Wealthy London homeowners who plan to dig underground extensions are to be hit by Britain’s first “basement tax” in a fresh crackdown on “anti-social” iceberg homes.
Residents in Westminster will have to pay an average levy of £8,000 to secure planning permission for the often hugely unpopular subterranean excavations under the new rules.
The money raised will pay for a dedicated basement enforcement team of 15 officials who will moniter whether construction work complies with restrictions on noise, working hours and number of truck deliveries.
The so called “sub squad” will also act as a point of contact for complaints about neighbours who are carrying out excavations.

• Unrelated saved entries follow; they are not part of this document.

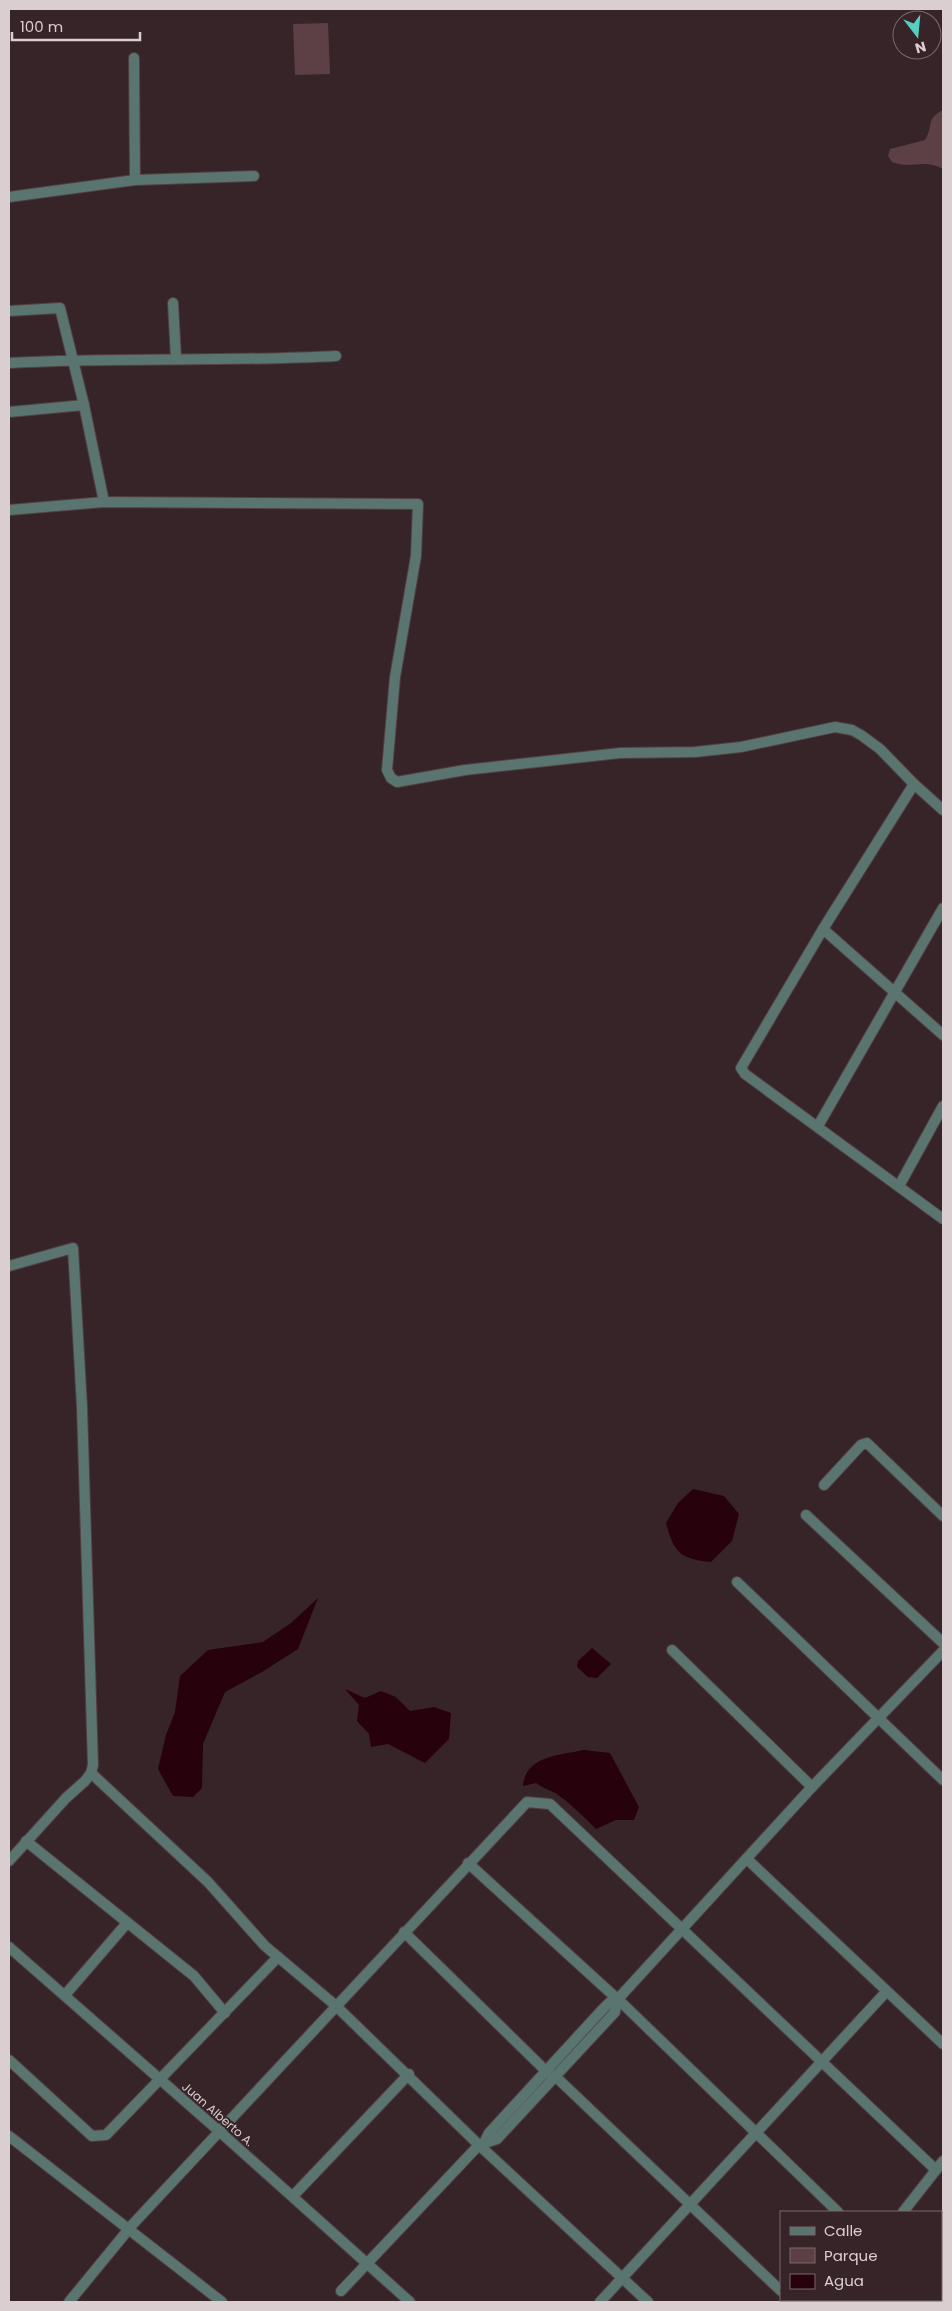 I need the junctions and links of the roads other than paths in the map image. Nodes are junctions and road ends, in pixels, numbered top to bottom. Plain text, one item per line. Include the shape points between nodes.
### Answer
1 (134, 58) dead end
2 (254, 176) dead end
3 (134, 180) junction
4 (9, 197) edge
5 (173, 304) dead end
6 (9, 311) edge
7 (336, 356) dead end
8 (176, 358) junction
9 (73, 360) junction
10 (9, 363) edge
11 (84, 404) junction
12 (9, 412) edge
13 (104, 502) junction
14 (9, 510) edge
15 (914, 784) junction
16 (943, 810) edge
17 (943, 908) edge
18 (824, 929) junction
19 (895, 992) junction
20 (943, 1034) edge
21 (943, 1106) edge
22 (818, 1126) junction
23 (899, 1186) junction
24 (943, 1219) edge
25 (9, 1266) edge
26 (824, 1485) dead end
27 (806, 1515) dead end
28 (943, 1516) edge
29 (737, 1582) dead end
30 (943, 1643) edge
31 (672, 1650) dead end
32 (943, 1651) edge
33 (880, 1718) junction
34 (91, 1773) junction
35 (943, 1780) edge
36 (812, 1787) junction
37 (26, 1841) junction
38 (747, 1859) junction
39 (9, 1861) edge
40 (468, 1863) junction
41 (127, 1923) junction
42 (682, 1929) junction
43 (404, 1932) junction
44 (9, 1947) edge
45 (278, 1957) junction
46 (886, 1992) junction
47 (65, 1995) junction
48 (617, 2000) junction
49 (335, 2005) junction
50 (225, 2013) junction
51 (943, 2044) edge
52 (9, 2060) edge
53 (822, 2062) junction
54 (546, 2071) junction
55 (409, 2074) junction
56 (556, 2077) junction
57 (161, 2080) junction
58 (219, 2131) junction
59 (756, 2133) junction
60 (9, 2136) edge
61 (482, 2143) junction
62 (943, 2162) edge
63 (936, 2170) junction
64 (293, 2196) junction
65 (690, 2205) junction
66 (837, 2211) edge
67 (905, 2211) edge
68 (128, 2230) junction
69 (366, 2264) junction
70 (623, 2278) junction
71 (341, 2290) dead end
72 (780, 2290) edge
73 (69, 2302) edge
74 (222, 2302) edge
75 (410, 2302) edge
76 (600, 2302) edge
77 (648, 2302) edge

1 - 3 street
2 - 3 street
3 - 4 street
5 - 8 street
6 - 9 street via 60,308
7 - 8 street
8 - 9 street
9 - 10 street
9 - 11 street
11 - 12 street
11 - 13 street
13 - 14 street
13 - 15 street via 418,504 416,556 395,677 387,770 396,782 465,770 620,753 741,748 835,728 861,735 880,749
15 - 16 street
15 - 18 street
17 - 19 street
18 - 19 street
18 - 22 street via 741,1066 745,1074
19 - 20 street
19 - 22 street
21 - 23 street
22 - 23 street
23 - 24 street
25 - 34 street via 73,1248 82,1407
26 - 28 street via 861,1445 867,1444
27 - 30 street
29 - 33 street
31 - 36 street
32 - 33 street
33 - 35 street
33 - 36 street
34 - 37 street
34 - 45 street via 208,1882
36 - 38 street
37 - 39 street
37 - 41 street
38 - 42 street
38 - 46 street
40 - 42 street via 527,1802 550,1804
40 - 43 street
40 - 48 street
41 - 47 street
41 - 50 street via 194,1976
42 - 48 street
42 - 53 street
43 - 49 street
43 - 54 street
44 - 47 street, Juan Alberto A.
45 - 49 street
45 - 50 street
46 - 51 street
46 - 53 street
47 - 57 street, Juan Alberto A.
48 - 54 street via 610,2002
48 - 56 street via 615,2012
48 - 59 street
49 - 55 street
49 - 58 street
50 - 57 street
52 - 57 street via 95,2137 106,2135
53 - 59 street
53 - 63 street
54 - 56 street
54 - 61 street
55 - 61 street
55 - 64 street
56 - 61 street via 497,2139
56 - 65 street
57 - 58 street, Juan Alberto A.
58 - 64 street, Juan Alberto A.
58 - 68 street
59 - 65 street
59 - 66 street
60 - 68 street
61 - 69 street
61 - 70 street
62 - 63 street
63 - 67 street
64 - 69 street, Juan Alberto A.
65 - 70 street
65 - 72 street
68 - 73 street
68 - 74 street
69 - 71 street
69 - 75 street, Juan Alberto A.
70 - 76 street
70 - 77 street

The move follows a huge surge in the number of planning applications for vast basements, some with facilities such as swimming pools, saunas, gyms and cinema rooms over the past decade.
But planning experts who have advised on basement development said the new rules could be counterproductive
Daniel Farrand, a managing associate at law firm Mishcon de Reya, said:
It is difficult to argue against the principle of a council working harder to ensure that its rules and standards are followed but Westminster will have to be careful when tightening its standards.
"Beyond a certain point, the cost of marginal gains in noise reduction can be huge. Reduced working hours have to, by simple mathematics, result in longer build periods and increased costs of holding the property while it generates no income.